PROVIDED INFORMATION ->
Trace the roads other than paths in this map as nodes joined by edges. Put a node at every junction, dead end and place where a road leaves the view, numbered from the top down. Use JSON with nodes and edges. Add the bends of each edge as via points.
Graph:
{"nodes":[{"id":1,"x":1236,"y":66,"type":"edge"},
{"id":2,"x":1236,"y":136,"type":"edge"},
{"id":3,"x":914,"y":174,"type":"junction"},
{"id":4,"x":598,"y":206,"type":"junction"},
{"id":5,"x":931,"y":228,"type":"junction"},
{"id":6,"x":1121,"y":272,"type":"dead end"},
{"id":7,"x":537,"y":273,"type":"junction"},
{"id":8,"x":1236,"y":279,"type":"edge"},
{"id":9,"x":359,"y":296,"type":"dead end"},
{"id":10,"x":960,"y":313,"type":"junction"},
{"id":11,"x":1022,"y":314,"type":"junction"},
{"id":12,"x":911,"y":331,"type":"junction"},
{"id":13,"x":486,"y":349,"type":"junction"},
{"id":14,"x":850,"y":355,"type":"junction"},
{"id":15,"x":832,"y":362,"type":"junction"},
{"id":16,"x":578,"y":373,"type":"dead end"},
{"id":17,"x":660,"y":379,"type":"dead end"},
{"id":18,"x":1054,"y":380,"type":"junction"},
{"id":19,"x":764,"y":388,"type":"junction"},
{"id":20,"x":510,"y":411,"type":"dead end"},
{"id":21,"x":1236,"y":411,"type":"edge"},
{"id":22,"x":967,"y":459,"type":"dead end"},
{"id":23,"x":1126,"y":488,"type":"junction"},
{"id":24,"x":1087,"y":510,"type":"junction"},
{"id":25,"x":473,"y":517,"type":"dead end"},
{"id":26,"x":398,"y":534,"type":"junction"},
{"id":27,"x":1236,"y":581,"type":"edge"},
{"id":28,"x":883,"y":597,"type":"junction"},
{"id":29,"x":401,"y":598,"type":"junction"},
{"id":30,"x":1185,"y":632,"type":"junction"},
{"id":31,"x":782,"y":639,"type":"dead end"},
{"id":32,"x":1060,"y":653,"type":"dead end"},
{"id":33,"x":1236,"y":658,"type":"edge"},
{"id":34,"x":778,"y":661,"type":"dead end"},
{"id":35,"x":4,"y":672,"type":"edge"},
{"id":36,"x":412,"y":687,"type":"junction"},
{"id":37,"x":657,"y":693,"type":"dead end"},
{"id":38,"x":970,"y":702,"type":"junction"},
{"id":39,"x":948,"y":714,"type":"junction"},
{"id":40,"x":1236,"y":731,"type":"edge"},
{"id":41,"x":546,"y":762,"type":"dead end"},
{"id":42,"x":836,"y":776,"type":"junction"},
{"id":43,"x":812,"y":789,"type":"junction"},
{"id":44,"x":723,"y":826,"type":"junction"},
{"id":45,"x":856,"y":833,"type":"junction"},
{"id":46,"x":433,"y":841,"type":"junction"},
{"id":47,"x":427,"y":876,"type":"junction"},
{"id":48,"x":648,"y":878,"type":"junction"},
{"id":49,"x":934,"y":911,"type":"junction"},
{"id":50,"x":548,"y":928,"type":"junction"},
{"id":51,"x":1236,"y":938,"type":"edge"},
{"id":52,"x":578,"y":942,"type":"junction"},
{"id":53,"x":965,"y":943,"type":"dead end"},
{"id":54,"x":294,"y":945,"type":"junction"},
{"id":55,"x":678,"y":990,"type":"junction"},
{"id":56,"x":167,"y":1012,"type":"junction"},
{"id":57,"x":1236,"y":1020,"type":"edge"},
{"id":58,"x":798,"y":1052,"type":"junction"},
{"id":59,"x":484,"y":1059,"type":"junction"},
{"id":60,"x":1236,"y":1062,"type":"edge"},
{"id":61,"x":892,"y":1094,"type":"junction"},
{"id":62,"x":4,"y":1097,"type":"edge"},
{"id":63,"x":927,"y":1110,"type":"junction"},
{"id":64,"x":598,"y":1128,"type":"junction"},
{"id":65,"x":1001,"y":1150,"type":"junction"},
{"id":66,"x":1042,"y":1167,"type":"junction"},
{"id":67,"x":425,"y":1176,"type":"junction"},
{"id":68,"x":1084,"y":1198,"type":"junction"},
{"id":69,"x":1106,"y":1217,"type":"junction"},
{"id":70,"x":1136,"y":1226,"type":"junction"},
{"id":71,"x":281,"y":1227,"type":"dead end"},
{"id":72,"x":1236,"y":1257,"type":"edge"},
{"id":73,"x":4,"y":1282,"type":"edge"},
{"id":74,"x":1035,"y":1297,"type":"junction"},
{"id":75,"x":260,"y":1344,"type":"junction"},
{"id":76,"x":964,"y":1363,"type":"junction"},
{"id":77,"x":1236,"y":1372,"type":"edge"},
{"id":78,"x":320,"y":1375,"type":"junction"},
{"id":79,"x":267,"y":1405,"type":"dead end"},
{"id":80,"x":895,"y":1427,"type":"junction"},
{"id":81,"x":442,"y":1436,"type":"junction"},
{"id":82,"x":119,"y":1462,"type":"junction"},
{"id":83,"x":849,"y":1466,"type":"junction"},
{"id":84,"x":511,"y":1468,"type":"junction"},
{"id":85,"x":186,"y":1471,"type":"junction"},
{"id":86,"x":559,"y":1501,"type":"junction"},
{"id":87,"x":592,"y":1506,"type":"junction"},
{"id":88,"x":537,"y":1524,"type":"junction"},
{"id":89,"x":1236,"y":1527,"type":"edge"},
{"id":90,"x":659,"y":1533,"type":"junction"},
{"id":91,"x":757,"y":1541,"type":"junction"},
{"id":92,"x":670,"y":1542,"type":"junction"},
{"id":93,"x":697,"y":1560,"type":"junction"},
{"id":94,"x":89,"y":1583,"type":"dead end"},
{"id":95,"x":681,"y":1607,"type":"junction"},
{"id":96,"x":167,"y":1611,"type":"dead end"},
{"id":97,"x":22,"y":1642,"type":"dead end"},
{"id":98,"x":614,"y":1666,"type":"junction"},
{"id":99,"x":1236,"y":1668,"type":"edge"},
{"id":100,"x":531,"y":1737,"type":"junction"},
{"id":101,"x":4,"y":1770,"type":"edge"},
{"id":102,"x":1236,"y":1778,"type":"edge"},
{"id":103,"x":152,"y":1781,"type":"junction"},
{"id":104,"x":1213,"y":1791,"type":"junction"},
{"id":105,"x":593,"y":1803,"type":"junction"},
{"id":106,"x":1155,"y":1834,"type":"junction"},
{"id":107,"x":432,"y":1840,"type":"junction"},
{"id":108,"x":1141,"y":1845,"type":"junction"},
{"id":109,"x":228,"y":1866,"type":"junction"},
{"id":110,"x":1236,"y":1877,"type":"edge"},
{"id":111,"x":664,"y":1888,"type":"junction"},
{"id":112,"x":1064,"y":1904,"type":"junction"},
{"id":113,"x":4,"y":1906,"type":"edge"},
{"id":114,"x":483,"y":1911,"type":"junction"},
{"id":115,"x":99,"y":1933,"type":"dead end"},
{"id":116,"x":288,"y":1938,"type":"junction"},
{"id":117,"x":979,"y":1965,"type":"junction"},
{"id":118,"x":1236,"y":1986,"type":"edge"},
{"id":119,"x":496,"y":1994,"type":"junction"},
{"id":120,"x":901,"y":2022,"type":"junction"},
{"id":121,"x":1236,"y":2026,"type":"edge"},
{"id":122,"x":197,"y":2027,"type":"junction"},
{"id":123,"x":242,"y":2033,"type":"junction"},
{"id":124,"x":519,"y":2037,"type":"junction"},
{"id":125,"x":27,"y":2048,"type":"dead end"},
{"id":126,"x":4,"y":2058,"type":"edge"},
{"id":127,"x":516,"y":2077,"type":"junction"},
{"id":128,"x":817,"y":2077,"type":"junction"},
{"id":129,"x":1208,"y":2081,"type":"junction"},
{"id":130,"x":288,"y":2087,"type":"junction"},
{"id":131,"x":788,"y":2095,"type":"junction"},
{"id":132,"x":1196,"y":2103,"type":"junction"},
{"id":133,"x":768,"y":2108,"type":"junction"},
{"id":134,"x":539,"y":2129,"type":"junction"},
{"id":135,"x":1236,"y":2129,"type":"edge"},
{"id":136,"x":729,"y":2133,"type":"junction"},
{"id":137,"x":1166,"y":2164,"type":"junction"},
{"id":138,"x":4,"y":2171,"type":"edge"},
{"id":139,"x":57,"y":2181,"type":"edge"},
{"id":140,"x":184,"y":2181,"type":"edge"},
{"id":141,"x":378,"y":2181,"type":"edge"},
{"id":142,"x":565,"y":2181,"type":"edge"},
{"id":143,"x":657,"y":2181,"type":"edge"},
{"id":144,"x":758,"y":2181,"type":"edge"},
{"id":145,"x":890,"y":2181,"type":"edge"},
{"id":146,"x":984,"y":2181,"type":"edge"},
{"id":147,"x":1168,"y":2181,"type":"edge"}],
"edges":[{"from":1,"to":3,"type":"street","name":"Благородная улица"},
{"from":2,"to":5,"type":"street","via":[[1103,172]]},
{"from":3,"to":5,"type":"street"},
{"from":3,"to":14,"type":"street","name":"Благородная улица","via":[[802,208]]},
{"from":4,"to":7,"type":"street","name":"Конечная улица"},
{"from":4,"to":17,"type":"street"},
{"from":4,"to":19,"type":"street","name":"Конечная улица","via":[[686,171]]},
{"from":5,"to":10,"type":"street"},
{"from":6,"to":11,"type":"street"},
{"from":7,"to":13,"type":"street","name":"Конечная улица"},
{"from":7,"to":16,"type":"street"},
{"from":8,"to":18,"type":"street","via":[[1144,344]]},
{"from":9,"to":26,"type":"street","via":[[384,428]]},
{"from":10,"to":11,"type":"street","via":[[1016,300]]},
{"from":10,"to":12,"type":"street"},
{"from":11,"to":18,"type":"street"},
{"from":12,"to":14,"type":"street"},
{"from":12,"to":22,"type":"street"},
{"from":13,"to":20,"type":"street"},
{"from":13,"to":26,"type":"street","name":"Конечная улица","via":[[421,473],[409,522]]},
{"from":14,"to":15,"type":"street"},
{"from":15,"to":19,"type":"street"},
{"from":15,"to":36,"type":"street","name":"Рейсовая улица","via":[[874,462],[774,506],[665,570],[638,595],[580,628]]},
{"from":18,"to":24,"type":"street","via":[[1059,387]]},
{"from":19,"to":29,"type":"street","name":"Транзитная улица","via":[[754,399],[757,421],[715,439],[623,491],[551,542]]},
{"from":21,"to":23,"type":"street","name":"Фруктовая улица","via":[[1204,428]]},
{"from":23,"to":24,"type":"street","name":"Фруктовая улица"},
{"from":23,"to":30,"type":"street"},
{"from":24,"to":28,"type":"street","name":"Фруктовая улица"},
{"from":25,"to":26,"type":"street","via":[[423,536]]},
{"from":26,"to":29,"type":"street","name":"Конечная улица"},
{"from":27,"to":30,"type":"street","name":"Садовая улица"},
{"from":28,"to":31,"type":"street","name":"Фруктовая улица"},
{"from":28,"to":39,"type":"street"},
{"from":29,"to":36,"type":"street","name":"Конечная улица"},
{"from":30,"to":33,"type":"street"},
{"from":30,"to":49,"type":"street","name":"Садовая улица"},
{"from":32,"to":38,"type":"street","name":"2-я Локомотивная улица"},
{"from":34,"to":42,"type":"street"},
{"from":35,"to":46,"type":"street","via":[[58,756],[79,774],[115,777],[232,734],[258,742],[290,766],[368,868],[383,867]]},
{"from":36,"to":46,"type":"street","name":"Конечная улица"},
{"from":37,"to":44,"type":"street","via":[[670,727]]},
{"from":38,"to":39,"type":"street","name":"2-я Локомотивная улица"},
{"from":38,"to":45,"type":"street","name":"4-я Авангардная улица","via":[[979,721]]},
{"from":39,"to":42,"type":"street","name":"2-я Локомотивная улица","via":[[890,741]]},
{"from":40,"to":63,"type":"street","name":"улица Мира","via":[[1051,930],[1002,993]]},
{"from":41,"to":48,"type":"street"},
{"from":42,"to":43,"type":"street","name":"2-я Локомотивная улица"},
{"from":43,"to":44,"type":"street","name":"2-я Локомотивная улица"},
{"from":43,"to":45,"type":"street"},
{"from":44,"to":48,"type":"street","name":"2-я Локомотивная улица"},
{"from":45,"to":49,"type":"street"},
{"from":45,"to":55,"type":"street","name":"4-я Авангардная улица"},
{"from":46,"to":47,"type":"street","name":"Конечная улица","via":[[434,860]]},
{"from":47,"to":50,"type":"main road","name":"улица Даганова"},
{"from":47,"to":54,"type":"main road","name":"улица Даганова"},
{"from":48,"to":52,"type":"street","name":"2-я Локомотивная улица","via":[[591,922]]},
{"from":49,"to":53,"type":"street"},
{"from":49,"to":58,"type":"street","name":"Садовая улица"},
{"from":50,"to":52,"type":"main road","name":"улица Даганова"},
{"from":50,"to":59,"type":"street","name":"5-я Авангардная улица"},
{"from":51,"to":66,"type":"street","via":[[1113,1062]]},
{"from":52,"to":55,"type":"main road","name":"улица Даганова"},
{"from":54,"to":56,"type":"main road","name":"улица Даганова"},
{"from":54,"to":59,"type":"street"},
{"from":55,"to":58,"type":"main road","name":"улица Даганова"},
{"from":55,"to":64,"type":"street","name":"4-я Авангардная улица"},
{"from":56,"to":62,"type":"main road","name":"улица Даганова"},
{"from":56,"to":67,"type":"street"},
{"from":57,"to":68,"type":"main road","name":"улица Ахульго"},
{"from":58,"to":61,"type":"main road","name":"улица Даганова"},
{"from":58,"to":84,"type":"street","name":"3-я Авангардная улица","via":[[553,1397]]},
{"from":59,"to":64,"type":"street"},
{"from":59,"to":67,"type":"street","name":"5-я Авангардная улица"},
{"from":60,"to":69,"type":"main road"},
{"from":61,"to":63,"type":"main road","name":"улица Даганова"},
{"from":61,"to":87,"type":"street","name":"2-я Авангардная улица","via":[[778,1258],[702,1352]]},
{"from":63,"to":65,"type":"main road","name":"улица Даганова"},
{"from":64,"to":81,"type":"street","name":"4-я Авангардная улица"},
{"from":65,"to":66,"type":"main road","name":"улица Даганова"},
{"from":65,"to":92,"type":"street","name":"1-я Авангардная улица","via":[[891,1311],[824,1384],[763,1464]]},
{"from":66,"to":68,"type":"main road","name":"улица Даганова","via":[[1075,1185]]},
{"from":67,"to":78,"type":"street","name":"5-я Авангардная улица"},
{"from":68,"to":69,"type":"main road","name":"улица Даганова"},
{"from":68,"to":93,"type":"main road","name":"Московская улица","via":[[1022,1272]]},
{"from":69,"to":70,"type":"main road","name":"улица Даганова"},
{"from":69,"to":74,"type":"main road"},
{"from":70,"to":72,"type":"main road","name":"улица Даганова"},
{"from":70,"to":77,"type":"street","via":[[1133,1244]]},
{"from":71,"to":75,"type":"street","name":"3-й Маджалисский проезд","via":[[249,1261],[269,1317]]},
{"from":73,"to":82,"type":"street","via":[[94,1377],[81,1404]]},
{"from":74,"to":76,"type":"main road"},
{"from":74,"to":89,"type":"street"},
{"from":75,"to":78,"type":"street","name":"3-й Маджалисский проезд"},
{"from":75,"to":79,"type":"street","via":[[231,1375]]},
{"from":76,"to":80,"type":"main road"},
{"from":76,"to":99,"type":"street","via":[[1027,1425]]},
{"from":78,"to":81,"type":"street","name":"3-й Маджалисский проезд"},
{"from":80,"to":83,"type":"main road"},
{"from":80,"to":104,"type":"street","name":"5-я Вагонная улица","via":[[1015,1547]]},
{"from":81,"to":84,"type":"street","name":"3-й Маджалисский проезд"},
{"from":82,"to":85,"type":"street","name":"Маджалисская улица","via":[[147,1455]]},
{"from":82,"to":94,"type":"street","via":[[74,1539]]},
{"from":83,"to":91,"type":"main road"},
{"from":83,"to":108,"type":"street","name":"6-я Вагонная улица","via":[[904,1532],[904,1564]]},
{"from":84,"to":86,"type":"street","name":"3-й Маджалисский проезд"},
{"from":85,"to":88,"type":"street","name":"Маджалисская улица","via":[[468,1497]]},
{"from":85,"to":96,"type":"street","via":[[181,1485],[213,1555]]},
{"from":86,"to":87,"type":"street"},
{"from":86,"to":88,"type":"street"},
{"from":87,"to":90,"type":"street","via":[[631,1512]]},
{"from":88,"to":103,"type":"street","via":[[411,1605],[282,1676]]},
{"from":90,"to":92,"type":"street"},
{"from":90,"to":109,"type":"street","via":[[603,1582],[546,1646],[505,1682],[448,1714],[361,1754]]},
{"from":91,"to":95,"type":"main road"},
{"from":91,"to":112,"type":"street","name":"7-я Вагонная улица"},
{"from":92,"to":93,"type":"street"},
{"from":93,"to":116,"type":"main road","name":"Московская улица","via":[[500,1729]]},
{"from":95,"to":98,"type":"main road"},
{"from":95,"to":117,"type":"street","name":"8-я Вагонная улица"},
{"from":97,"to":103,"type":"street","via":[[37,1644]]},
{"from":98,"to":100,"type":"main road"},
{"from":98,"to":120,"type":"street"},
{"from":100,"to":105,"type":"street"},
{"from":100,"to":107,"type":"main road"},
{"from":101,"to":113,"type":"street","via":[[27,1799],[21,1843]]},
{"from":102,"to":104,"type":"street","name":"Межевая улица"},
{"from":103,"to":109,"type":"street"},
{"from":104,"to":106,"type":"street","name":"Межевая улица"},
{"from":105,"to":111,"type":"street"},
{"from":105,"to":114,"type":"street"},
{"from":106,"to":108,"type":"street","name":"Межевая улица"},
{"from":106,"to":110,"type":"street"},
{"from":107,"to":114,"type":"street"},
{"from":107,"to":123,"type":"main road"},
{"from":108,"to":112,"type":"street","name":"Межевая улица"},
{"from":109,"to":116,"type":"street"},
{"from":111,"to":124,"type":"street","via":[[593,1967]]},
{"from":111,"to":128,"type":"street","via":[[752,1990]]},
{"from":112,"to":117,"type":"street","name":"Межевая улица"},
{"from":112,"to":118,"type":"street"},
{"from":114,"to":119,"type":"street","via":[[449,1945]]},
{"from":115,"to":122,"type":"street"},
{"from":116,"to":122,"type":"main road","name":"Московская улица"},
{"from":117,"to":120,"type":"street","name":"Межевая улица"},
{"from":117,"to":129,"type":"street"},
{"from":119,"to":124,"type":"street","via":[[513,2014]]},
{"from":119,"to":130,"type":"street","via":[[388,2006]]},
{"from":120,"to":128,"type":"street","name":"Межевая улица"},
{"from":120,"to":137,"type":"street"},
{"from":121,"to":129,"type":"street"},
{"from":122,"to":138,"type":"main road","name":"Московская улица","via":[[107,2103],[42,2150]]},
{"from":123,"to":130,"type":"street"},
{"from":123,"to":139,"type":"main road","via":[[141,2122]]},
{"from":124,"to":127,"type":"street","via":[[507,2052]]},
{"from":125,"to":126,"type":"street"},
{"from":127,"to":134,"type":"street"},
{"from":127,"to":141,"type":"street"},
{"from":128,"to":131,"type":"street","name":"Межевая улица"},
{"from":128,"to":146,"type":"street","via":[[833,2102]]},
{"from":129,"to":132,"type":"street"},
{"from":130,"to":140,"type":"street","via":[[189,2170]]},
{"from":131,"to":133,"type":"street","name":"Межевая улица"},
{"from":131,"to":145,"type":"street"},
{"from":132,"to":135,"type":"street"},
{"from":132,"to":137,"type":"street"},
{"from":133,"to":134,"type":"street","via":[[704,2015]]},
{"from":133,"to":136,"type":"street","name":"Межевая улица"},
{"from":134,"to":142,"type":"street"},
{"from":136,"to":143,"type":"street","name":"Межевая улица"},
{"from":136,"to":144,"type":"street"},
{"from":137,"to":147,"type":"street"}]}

WHAT TO PRODUCE ->
The answer must consist of every line from the entries above that contains the string "Садовая".

RESPONSE AREA ->
{"from":27,"to":30,"type":"street","name":"Садовая улица"},
{"from":30,"to":49,"type":"street","name":"Садовая улица"},
{"from":49,"to":58,"type":"street","name":"Садовая улица"},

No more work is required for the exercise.